(Body or hand keypoint data)
==============================

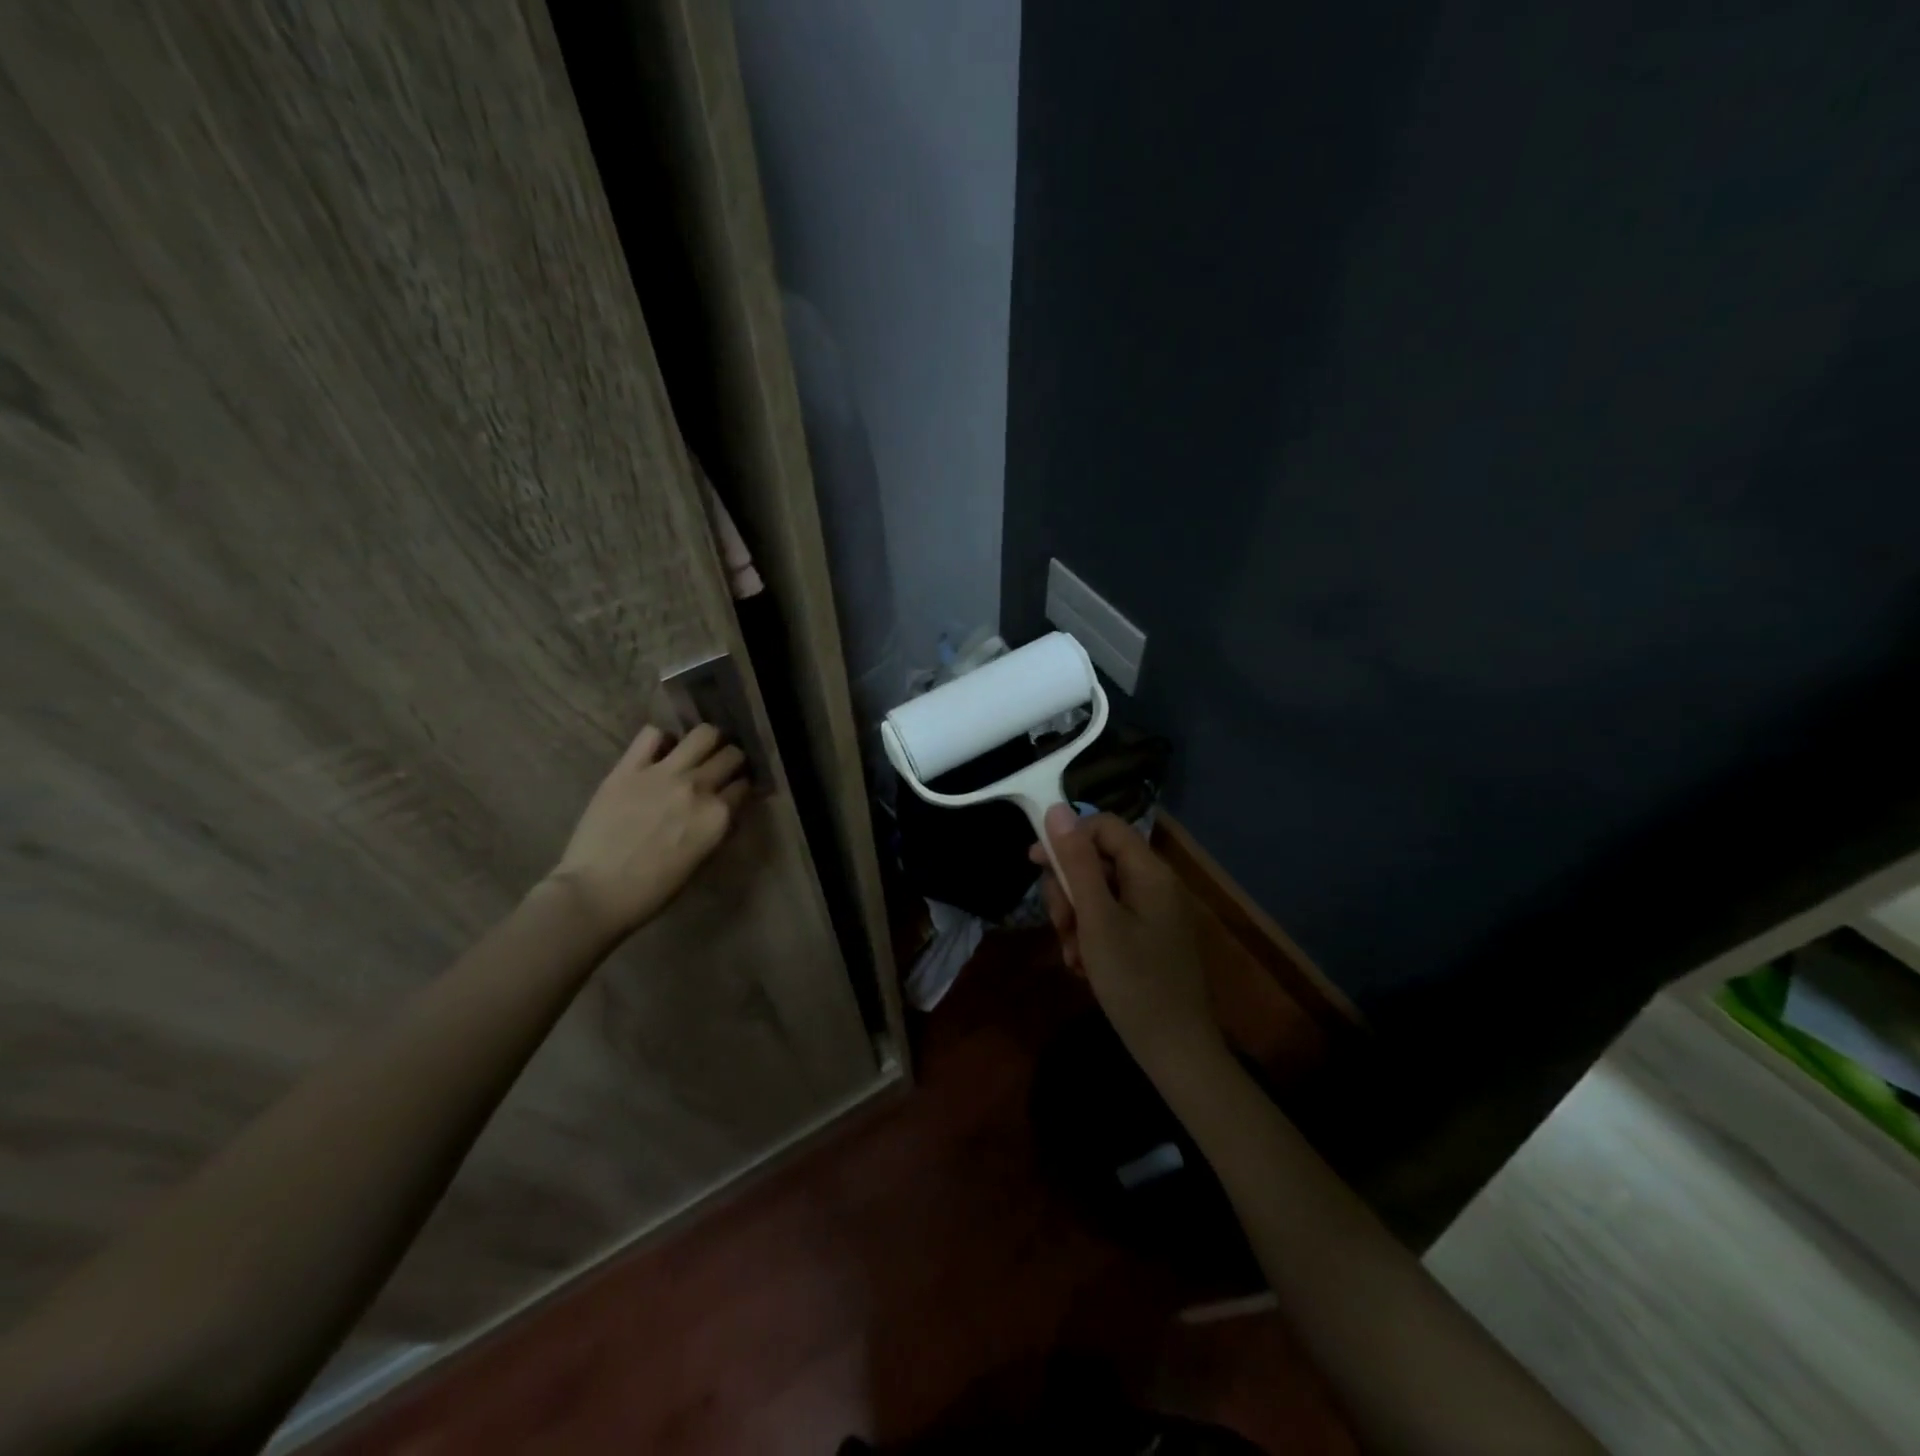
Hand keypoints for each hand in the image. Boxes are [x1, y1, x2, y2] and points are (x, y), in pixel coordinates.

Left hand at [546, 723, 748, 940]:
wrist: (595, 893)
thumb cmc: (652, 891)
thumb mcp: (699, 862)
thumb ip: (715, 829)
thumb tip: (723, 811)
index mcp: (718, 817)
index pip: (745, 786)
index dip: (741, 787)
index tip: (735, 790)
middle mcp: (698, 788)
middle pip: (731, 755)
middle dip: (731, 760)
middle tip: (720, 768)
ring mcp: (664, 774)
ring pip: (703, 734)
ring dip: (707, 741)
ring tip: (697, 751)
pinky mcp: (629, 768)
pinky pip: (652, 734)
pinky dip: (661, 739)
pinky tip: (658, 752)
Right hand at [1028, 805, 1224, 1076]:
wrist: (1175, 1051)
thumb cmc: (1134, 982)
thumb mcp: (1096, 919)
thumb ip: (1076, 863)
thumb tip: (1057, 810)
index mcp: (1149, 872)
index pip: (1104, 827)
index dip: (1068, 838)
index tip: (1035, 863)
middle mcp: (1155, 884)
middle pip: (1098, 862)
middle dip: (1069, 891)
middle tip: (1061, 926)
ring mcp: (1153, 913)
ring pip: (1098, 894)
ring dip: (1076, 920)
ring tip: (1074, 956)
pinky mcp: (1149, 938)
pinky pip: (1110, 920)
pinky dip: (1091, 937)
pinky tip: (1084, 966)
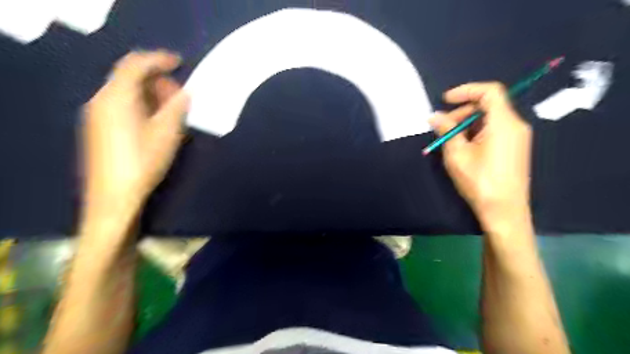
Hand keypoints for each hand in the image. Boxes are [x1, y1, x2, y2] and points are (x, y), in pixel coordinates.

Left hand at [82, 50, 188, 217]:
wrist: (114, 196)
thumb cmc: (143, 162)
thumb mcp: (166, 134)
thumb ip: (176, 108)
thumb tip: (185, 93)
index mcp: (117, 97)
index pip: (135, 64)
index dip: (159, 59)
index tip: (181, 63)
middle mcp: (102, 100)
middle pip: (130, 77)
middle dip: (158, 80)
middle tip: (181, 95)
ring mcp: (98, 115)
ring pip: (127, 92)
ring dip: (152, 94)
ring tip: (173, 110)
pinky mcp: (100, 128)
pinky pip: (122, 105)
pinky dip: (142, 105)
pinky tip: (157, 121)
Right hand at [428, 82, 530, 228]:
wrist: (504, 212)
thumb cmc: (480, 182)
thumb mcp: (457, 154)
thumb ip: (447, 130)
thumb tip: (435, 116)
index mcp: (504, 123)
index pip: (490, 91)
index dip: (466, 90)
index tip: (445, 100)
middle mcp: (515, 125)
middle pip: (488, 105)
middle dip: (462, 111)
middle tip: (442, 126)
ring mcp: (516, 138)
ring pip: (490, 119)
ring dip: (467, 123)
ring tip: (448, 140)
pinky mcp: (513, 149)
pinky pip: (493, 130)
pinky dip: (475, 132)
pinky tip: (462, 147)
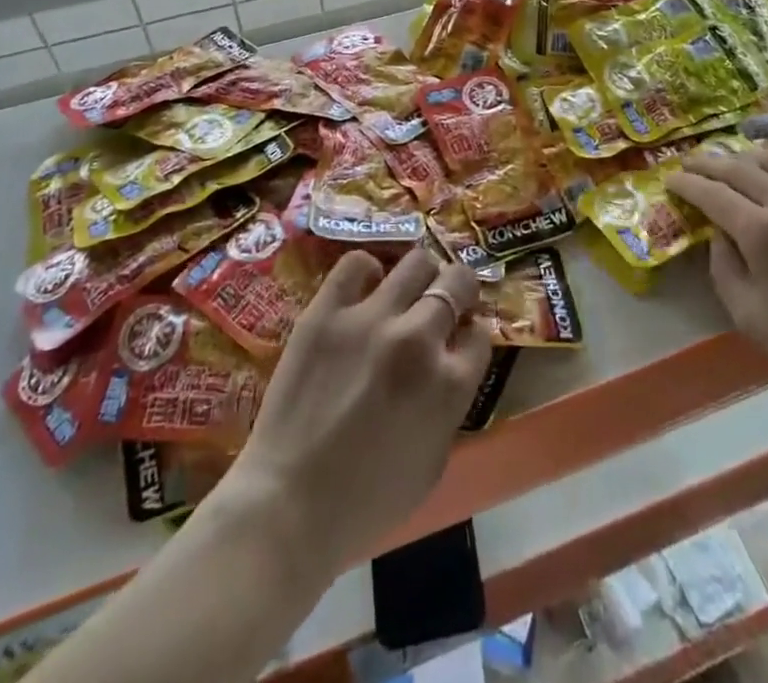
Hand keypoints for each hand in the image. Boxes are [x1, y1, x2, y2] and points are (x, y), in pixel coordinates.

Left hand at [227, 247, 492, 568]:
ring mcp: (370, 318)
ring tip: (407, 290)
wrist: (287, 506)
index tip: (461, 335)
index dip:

==============================

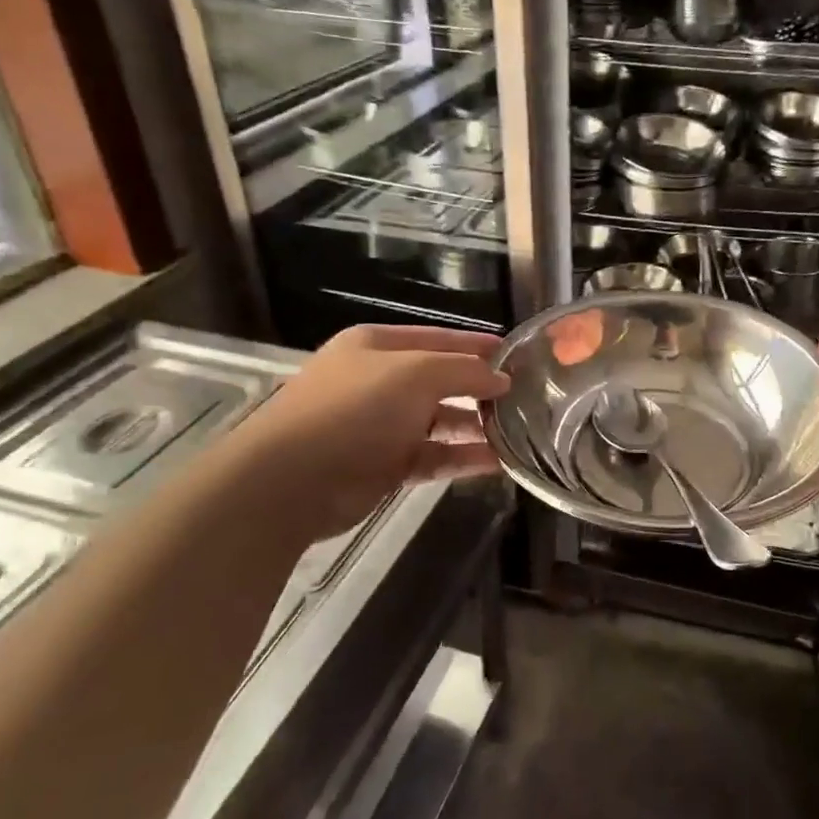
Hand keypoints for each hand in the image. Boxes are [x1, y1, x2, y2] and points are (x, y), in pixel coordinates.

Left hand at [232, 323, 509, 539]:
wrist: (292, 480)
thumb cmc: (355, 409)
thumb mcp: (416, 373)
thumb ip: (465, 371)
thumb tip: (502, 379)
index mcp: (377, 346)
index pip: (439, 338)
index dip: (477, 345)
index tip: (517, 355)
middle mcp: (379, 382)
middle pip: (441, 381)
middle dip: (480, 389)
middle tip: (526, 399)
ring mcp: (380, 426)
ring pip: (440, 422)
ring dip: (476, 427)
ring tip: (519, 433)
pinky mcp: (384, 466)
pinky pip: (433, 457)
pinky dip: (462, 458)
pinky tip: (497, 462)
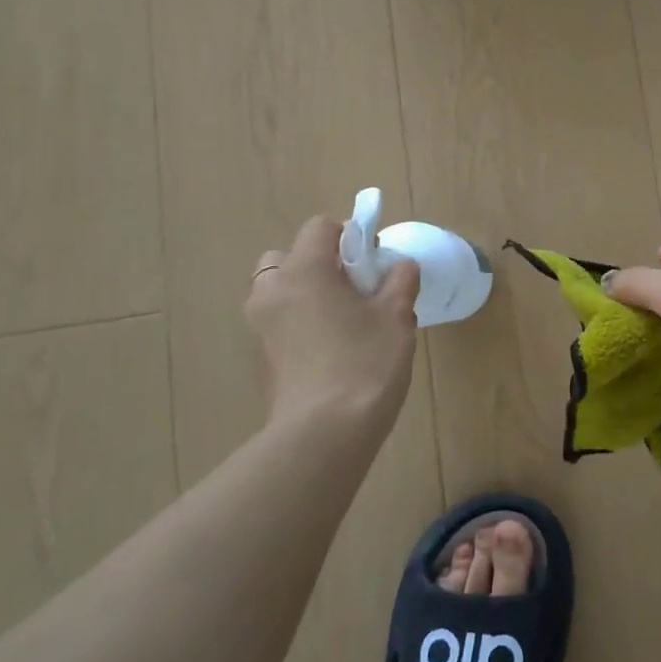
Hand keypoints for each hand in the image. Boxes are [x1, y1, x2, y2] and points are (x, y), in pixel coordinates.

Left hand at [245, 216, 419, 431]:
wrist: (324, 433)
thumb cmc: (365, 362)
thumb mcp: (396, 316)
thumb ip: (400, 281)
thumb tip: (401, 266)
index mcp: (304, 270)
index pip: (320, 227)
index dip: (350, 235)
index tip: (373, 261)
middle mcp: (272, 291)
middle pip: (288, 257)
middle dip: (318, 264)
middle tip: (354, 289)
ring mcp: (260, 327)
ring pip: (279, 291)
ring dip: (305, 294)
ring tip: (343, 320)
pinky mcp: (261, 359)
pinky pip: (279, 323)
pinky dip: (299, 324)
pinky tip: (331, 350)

==============================

ASSIGNED TASK – From the records above, print exactly the lines that run from the line with "index mcp: (304, 270)" to the line with "pinky tip: (331, 350)", inclusive.

RESULT –
index mcp: (304, 270)
index pip: (320, 227)
index dip: (350, 235)
index tip: (373, 261)
middle mcp: (272, 291)
middle pip: (288, 257)
middle dip: (318, 264)
middle tip: (354, 289)
ring mcp: (260, 327)
ring pip: (279, 291)
ring dip: (305, 294)
ring tip: (343, 320)
pinky mcp: (261, 359)
pinky pip: (279, 323)
pinky dip: (299, 324)
pinky tip: (331, 350)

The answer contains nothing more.